Time is ticking down if the Legislature is to take up the matter before 2013. Legislators will be wary of voting to raise taxes in 2012, an election year, and they like governors to lead on sensitive issues by building support around the state — a campaign that can take months.
For years now, Pennsylvania has lagged in its commitment to the upkeep of its roads, bridges and mass transit systems, and a multibillion-dollar backlog of repairs has resulted, transportation advocates say. On Aug. 23, Corbett’s transportation secretary, Barry Schoch, had just finished briefing a group of business-sector advocates on the number of state-maintained bridges in need of repair when the East Coast earthquake rattled the room.
“We just kind of looked at each other and said, ‘What was that number again?’” said David Patti, president and CEO of the Harrisburg-based Pennsylvania Business Council.
The number is 5,200 — most in the nation, or about one in five of all state-maintained bridges, according to the Pennsylvania Department of Transportation. Of the approximately 40,000 state-maintained highway miles, one in five was in need of repairs as of a year ago.
“We literally have a safety issue, when you look at the condition of roads and bridges,” said Gene Barr, vice president of the Pennsylvania Chamber of Business and Industry.
Beyond safety, business advocates say the state’s competitiveness is hurt by employee hours lost on congested roads, delivery trucks detoured around weight-restricted bridges and inadequate public transportation systems that many people use to get to work.
“Our preference would be to prioritize and to find savings, and all those things still will be necessary, but ... more money has to go in,” said David N. Taylor, executive director of the Pennsylvania Manufacturers’ Association. “And I think the point is well made that there are costs that are already associated with not fixing or upgrading our infrastructure.”
This year, PennDOT is scheduled to spend $5.2 billion on highways, bridges and transit, including federal money.

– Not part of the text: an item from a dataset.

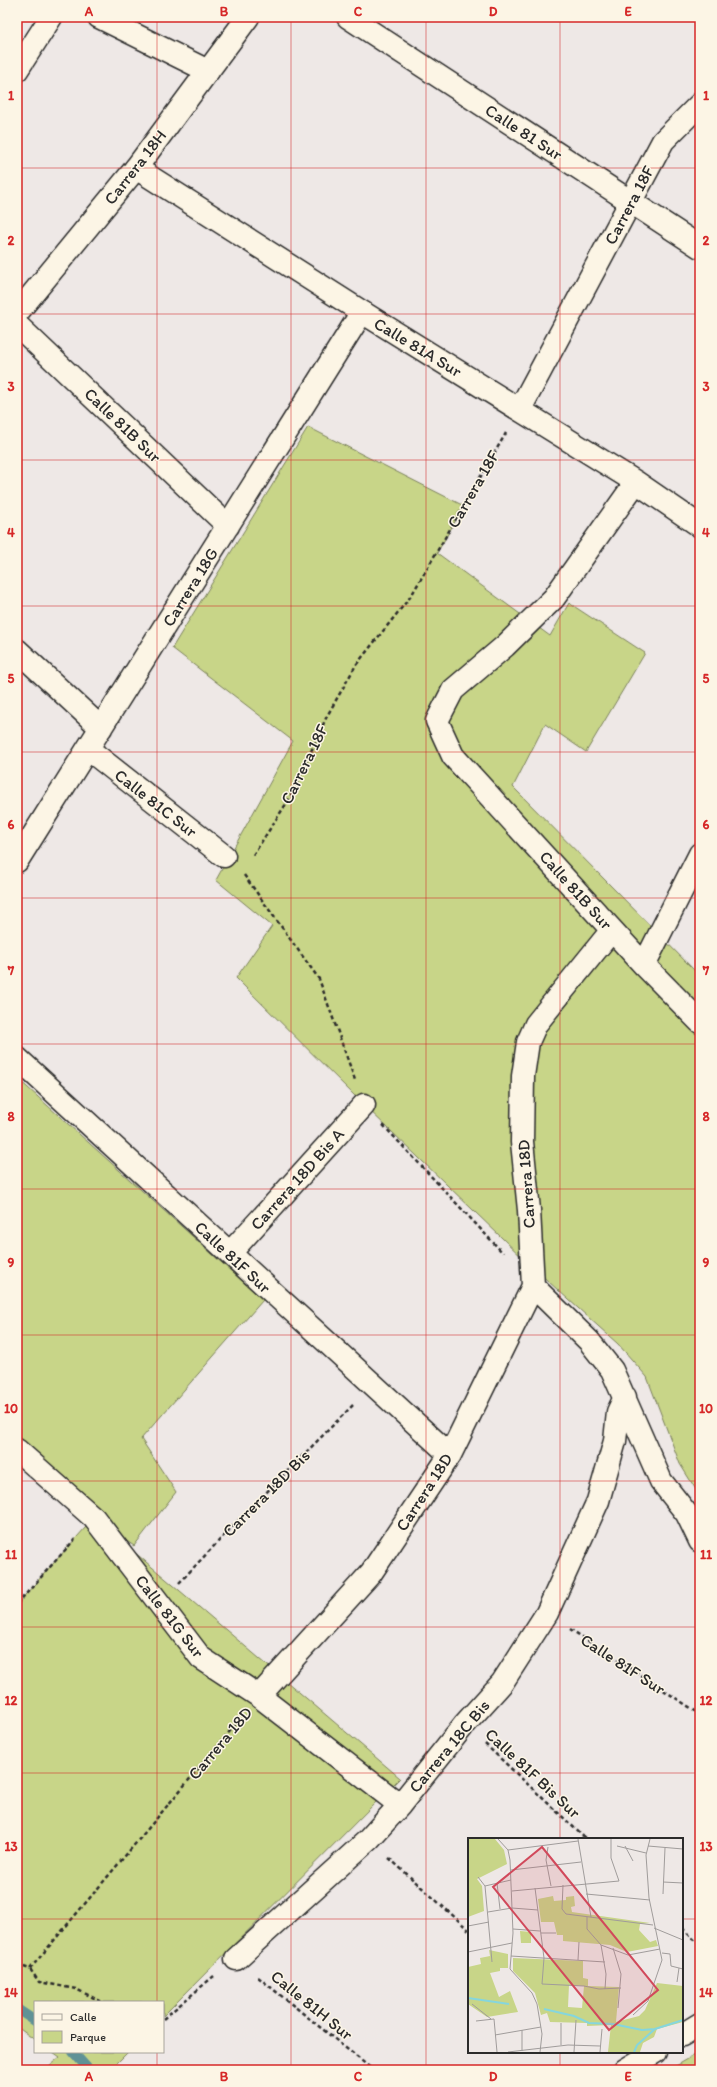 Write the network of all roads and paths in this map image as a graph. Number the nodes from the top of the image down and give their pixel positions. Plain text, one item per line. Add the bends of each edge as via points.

The cornerstone of the commission’s recommendations was the removal of a cap on the oil company franchise tax, a wholesale tax paid by gas stations. At the end of a five-year phase-in period, that alone would provide almost $1.4 billion, the commission said. Assuming gas stations pass the entire cost through to customers and gas prices stay the same, then that would add approximately 19 cents to a gallon of gas after five years.